2001 is a Darwinian movie. When Discovery is en route to Jupiter, drawn there by the same power that placed the monolithic sentinel on the moon, that "power" detects something unexpected: TWO forms of intelligence. Which one to make into superman? Simple; pit them against each other and take the victor. Darwin would be proud. Bowman uses a key to bludgeon HAL to death as ruthlessly as the ape wielded his tapir bone.

They don't make movies with that sort of intellectual depth any longer. Now we get "Transformers" and "I am Legend". Save for GATTACA and Bladerunner, cinematic sci fi had been largely brain dead since 2001.
 
Ya gotta read the book to understand the movie.


The movie wasn't based on the book, or vice versa. The book was written at the same time as the screenplay and Clarke notes that the book was essentially his, while the screenplay (attributed both to Kubrick and Clarke) was more Kubrick. Thus, the belief that the book entirely explains what Kubrick intended in the film is not entirely accurate.

Consider, for example, that in The Sentinel, the object on the moon is simply an elaborate alarm clock intended to alert an alien civilization that humans had progressed to the point of being able to travel and explore their own moon. In the movie, it is the omnipresent monolith with some much deeper significance. I suspect that had Clarke worked with a more conventional film maker, the movie would have been just another stock space film. Clarke was a visionary, to be sure, but the movie's mystical and philosophical qualities are all Kubrick's.
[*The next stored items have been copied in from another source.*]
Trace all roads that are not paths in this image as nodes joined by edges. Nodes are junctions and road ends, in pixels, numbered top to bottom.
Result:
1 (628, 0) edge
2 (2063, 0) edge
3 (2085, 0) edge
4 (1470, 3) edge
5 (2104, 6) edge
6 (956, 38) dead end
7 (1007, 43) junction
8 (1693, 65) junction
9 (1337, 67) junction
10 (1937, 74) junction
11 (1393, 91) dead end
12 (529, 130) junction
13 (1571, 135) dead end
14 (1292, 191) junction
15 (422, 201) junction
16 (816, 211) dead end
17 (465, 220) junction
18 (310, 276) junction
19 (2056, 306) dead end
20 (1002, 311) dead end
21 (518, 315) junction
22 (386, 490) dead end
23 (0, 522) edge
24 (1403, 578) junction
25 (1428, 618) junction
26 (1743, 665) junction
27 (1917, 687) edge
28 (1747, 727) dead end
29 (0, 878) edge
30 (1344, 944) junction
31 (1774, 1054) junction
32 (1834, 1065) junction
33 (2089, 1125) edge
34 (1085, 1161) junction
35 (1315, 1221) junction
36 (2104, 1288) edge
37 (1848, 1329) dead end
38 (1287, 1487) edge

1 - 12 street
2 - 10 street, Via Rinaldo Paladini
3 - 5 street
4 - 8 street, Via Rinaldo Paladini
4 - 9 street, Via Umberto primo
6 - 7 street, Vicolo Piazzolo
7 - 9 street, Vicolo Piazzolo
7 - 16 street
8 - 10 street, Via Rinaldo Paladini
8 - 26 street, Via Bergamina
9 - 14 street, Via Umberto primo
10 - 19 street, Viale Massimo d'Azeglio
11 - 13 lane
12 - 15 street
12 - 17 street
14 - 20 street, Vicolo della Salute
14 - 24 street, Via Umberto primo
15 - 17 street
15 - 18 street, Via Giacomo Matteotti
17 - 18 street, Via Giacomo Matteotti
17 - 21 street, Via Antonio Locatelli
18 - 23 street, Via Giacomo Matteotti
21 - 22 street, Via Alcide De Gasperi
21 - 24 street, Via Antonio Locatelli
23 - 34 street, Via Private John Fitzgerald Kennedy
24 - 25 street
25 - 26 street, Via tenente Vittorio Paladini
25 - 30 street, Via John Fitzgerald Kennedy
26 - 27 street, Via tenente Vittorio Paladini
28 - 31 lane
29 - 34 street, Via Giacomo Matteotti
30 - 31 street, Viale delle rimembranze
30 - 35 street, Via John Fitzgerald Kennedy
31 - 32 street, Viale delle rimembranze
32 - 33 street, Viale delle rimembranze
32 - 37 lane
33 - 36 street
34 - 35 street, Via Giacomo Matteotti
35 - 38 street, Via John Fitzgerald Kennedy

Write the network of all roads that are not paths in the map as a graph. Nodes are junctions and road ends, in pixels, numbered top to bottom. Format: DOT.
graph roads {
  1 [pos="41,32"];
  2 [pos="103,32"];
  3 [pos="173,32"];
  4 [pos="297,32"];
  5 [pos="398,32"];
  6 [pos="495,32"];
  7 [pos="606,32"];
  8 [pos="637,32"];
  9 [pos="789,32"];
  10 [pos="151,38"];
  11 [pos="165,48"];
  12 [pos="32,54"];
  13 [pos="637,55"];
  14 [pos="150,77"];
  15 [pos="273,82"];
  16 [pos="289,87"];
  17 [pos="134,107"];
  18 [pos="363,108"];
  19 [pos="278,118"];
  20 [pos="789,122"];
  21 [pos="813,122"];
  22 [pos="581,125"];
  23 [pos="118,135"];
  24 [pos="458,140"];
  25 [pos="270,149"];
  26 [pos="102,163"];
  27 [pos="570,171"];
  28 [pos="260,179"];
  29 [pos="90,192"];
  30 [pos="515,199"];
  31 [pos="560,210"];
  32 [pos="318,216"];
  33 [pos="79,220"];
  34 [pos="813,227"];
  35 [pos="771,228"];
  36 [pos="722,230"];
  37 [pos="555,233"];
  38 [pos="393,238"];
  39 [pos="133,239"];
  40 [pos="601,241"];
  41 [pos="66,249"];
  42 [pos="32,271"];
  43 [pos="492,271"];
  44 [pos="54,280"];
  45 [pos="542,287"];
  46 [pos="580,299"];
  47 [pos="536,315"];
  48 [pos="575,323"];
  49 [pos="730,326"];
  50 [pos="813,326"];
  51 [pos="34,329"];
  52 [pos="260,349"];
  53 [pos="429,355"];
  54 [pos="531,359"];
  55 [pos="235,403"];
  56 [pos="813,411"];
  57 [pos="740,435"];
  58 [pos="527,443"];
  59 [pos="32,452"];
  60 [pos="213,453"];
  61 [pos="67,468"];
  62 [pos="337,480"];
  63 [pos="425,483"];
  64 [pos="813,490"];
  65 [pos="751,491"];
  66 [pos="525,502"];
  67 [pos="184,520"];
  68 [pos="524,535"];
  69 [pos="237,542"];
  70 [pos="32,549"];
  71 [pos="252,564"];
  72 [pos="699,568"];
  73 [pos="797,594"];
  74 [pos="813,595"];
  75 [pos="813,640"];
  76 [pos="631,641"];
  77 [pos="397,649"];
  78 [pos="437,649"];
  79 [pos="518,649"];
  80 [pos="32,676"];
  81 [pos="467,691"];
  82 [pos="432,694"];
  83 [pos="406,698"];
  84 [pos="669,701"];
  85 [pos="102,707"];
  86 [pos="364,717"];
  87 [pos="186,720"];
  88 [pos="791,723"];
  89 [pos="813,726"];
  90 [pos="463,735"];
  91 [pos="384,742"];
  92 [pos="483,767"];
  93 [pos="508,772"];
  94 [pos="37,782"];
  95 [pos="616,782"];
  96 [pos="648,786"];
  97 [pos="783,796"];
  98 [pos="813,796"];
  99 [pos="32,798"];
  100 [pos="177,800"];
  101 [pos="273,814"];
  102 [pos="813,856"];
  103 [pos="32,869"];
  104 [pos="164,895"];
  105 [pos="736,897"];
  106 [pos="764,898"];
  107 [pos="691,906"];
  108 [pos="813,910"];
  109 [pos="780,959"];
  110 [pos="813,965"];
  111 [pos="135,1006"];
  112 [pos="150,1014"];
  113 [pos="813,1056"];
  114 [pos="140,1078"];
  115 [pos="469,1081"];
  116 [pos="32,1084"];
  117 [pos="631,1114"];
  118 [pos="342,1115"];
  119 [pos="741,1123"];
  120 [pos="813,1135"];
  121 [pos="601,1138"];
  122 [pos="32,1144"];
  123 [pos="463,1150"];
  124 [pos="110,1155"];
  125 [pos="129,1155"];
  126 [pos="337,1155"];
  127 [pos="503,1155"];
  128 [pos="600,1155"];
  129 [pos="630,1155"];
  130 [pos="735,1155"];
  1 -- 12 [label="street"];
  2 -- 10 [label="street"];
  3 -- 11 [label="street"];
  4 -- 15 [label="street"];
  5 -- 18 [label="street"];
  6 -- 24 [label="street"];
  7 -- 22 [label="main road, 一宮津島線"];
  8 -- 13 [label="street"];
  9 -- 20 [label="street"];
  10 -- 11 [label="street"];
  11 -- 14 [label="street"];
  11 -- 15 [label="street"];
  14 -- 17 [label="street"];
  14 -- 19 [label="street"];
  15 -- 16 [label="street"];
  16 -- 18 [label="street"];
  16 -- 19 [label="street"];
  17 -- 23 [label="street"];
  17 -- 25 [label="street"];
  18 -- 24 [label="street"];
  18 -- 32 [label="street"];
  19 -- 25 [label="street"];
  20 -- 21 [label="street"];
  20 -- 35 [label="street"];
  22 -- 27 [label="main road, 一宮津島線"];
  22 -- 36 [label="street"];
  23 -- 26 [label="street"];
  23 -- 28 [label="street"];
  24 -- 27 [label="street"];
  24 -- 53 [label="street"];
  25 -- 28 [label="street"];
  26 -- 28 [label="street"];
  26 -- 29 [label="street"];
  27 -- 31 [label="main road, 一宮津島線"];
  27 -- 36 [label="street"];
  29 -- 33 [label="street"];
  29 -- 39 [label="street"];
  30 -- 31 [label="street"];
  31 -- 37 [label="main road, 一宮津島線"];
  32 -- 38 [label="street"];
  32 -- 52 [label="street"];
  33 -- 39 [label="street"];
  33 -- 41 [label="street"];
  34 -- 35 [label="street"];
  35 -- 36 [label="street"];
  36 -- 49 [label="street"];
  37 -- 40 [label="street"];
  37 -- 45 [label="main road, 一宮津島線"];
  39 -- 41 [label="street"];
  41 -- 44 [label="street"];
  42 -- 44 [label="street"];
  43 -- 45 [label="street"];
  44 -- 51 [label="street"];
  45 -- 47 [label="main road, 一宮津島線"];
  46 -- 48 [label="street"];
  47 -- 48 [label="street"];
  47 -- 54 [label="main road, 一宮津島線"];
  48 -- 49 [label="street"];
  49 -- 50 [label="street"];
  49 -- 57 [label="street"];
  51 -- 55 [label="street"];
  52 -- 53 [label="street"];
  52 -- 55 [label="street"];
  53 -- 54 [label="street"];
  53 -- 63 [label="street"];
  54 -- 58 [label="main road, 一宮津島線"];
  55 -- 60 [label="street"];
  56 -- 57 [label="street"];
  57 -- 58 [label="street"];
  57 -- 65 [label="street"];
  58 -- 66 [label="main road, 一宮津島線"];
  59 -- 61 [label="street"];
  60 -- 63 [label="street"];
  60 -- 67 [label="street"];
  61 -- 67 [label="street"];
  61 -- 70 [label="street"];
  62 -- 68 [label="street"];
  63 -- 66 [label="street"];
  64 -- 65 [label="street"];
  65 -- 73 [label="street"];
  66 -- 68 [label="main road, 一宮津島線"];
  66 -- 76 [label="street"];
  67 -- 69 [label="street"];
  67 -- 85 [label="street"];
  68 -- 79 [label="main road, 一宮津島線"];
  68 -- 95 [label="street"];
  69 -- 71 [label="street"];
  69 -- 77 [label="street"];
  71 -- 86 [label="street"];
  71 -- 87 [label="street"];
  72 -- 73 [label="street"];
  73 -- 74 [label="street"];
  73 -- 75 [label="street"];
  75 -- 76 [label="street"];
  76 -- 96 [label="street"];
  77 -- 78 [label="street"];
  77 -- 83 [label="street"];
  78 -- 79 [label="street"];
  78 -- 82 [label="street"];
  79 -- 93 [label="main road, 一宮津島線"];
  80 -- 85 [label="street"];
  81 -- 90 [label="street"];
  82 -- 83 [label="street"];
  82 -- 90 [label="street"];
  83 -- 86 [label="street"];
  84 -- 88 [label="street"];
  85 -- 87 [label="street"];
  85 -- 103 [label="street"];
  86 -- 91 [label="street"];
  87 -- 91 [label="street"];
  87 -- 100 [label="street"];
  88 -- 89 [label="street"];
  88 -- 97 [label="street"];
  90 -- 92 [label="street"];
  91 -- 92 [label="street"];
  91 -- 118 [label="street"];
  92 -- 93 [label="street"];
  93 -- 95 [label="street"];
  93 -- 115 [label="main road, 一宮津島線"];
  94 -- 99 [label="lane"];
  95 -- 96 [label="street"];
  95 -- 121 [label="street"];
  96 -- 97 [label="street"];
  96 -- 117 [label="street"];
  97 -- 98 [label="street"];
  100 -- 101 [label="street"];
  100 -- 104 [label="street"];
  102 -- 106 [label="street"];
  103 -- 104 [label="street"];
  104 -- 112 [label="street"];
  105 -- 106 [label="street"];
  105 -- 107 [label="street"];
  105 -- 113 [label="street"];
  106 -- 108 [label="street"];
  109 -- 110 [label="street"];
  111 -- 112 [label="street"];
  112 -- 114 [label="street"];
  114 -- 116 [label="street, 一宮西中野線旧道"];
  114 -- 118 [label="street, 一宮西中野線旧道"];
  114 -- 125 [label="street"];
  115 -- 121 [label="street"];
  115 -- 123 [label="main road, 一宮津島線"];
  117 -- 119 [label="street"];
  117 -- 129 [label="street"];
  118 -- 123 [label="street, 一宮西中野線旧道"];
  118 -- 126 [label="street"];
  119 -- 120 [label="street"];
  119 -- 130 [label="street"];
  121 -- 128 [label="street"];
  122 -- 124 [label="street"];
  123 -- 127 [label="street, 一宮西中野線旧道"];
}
I barely remember the book, but I recall that it seemed somewhat pedestrian, disappointing and too "concrete" compared to the movie, but I may be wrong. I read it 30 years ago.
 
The movie wasn't based on the book, or vice versa. The book was written at the same time as the screenplay and Clarke notes that the book was essentially his, while the screenplay (attributed both to Kubrick and Clarke) was more Kubrick. Thus, the belief that the book entirely explains what Kubrick intended in the film is not entirely accurate.

Consider, for example, that in The Sentinel, the object on the moon is simply an elaborate alarm clock intended to alert an alien civilization that humans had progressed to the point of being able to travel and explore their own moon. In the movie, it is the omnipresent monolith with some much deeper significance. I suspect that had Clarke worked with a more conventional film maker, the movie would have been just another stock space film. Clarke was a visionary, to be sure, but the movie's mystical and philosophical qualities are all Kubrick's.

I barely remember the book, but I recall that it seemed somewhat pedestrian, disappointing and too "concrete" compared to the movie, but I may be wrong. I read it 30 years ago.

Not remembering the book, you don't understand the movie. The story is the same, but with the book you actually understand what in the hell is going on.